These are the key concepts you need to understand to accurately answer the question.

Kinematics
Let's dive into the world of kinematics to understand the behavior of moving objects, like our bird. Kinematics focuses on the motion of objects, without considering the forces that cause such movement. One of the primary variables in kinematics is velocity, which describes how fast an object is moving in a specific direction. Average velocity, in our case, involves calculating the overall change in position over the total time taken. This concept is key in both parts of our exercise because the bird's journey involves understanding how its position changes over time. In simple terms, if you know the starting point and how far and fast something travels over a period, you can figure out details about its entire motion.
Unit Conversion
Converting units is essential when solving physics problems, as it ensures all measurements are in the same system, allowing for accurate calculations.

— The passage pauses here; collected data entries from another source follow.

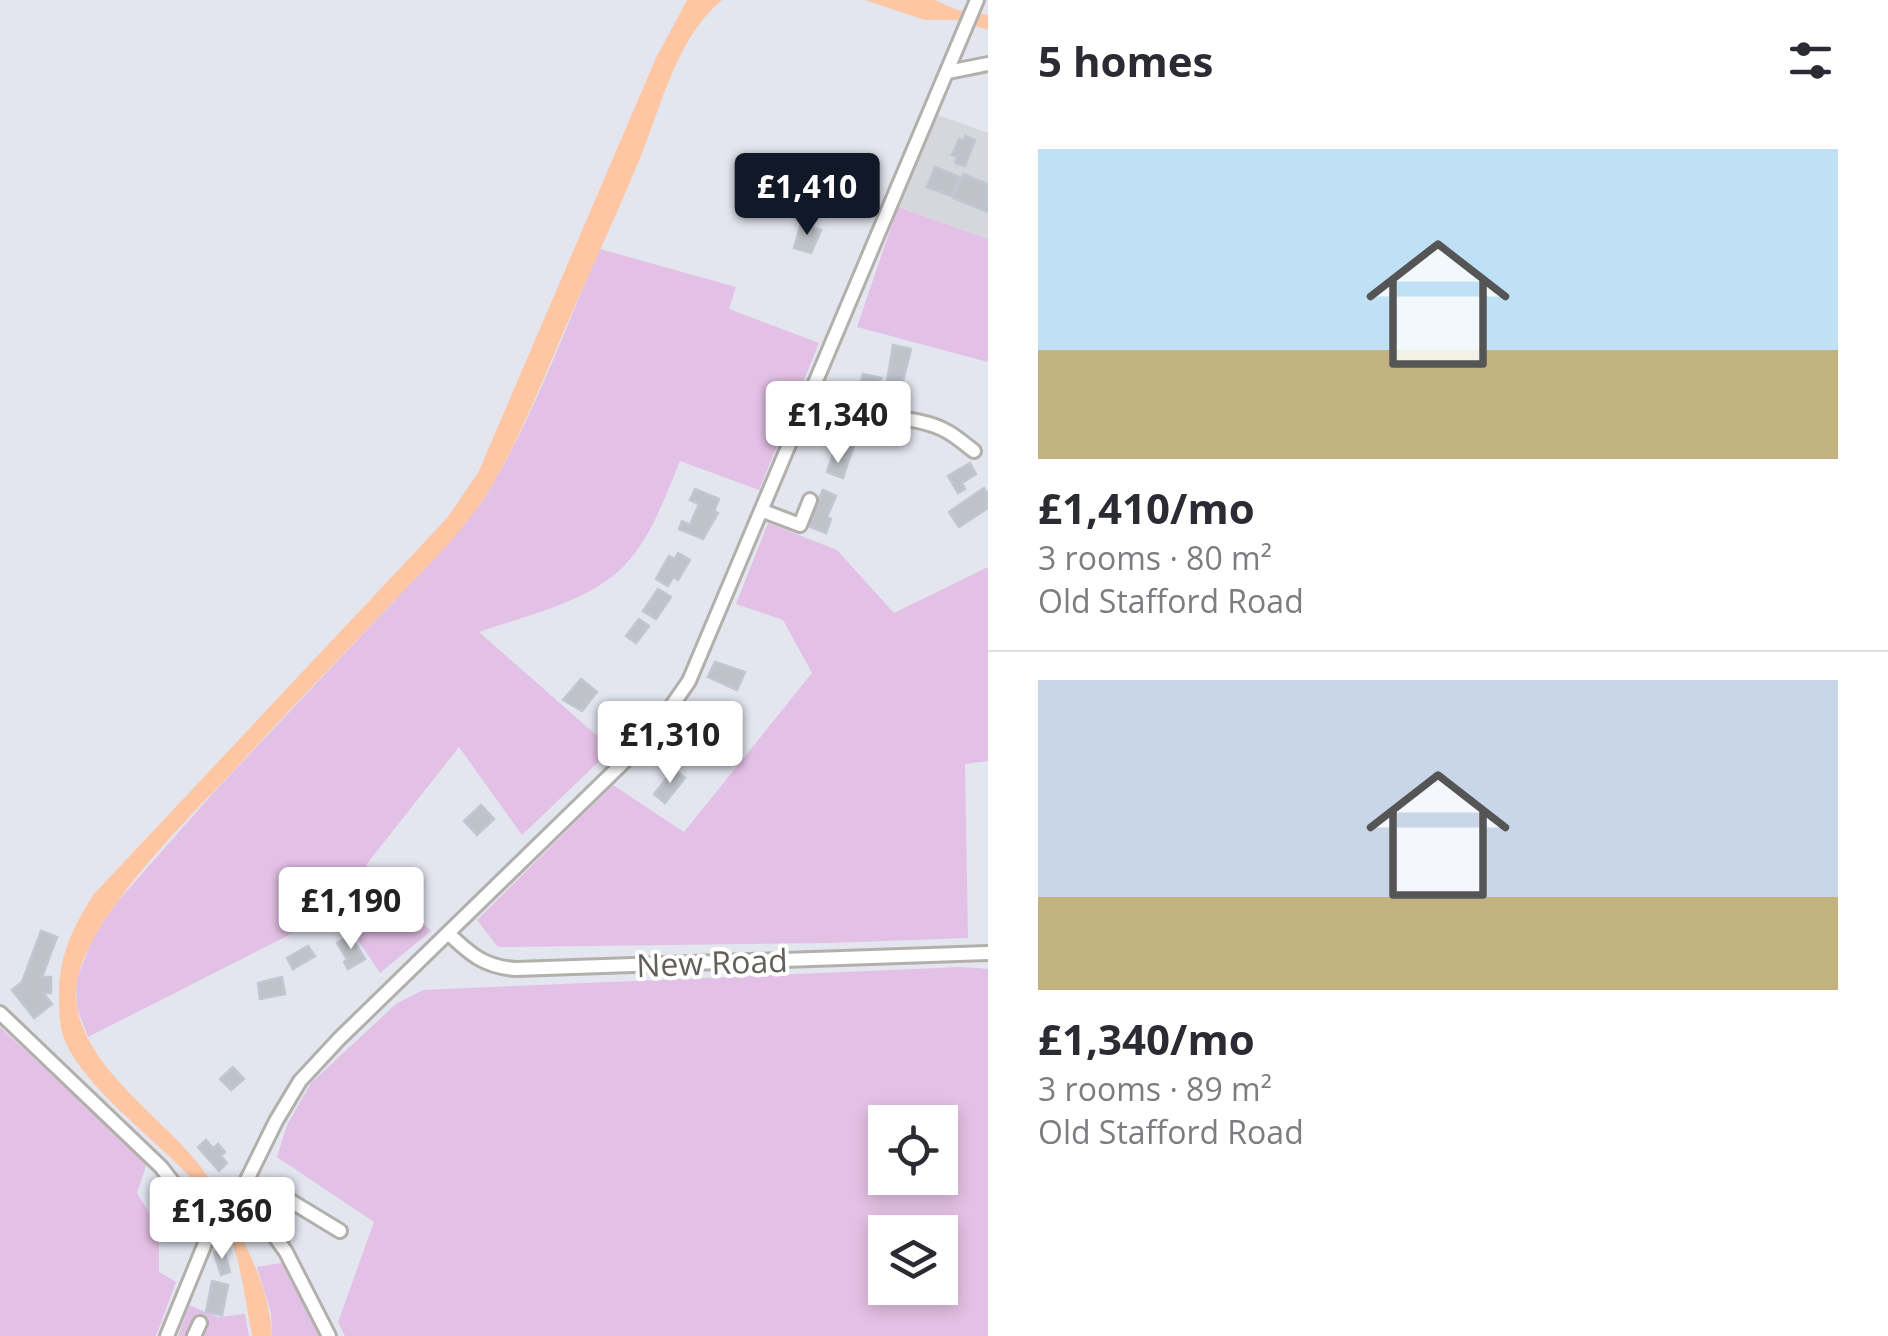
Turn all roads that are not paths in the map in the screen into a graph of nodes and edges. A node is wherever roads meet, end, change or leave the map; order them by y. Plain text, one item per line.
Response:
1 (976, 2) edge
2 (988, 64) edge
3 (948, 72) junction
4 (799, 422) junction
5 (974, 450) dead end
6 (810, 500) dead end
7 (762, 511) junction
8 (448, 933) junction
9 (988, 953) edge
10 (0, 1014) edge
11 (235, 1202) junction
12 (212, 1228) junction
13 (340, 1231) dead end
14 (167, 1336) edge
15 (329, 1336) edge

1 - 3 street
2 - 3 street
3 - 4 street
4 - 5 street
4 - 7 street
6 - 7 street
7 - 8 street
8 - 9 street, New Road
8 - 11 street
10 - 12 street
11 - 12 street
11 - 13 street
11 - 15 street
12 - 14 street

For our exercise, we initially have the distance in kilometers, but we need it in meters for calculating velocity in meters per second. To convert kilometers to meters, simply multiply by 1,000 because there are 1,000 meters in each kilometer. This conversion is straightforward: Just think of it as shifting the decimal point three places to the right. The same goes for converting days to seconds. Since time is given in days and we need it in seconds, remember that:
  • 1 day = 24 hours
  • 1 hour = 60 minutes
  • 1 minute = 60 seconds
Multiply each step to get the full time duration in seconds, enabling the calculation of velocity.
Distance and Displacement
In physics, distance and displacement might sound similar but are quite different. Distance is the total path length traveled by an object, without considering the direction, while displacement focuses on the overall change in position from start to finish and takes direction into account. For the shearwater's return journey, displacement is taken as the straight-line distance from the release point back to the nest, while the total distance for the entire trip accounts for both flying away and returning, doubling the single trip's distance. Understanding these differences helps clarify why calculations differ based on whether we're examining the return journey (displacement) or the entire round trip (total distance).
Time Conversion
Time conversion is often needed to ensure uniformity when computing other values like velocity. In this exercise, we start with the bird's return journey time in days and need it in seconds for calculating average velocity. To effectively handle time conversion:
  • Remember the basic time units: days, hours, minutes, and seconds.
  • Use step-by-step multiplication: 1 day equals 24 hours, each hour has 60 minutes, and each minute contains 60 seconds.
  • This breakdown helps convert days into seconds seamlessly, leading to an accurate calculation of time over which the velocity is averaged.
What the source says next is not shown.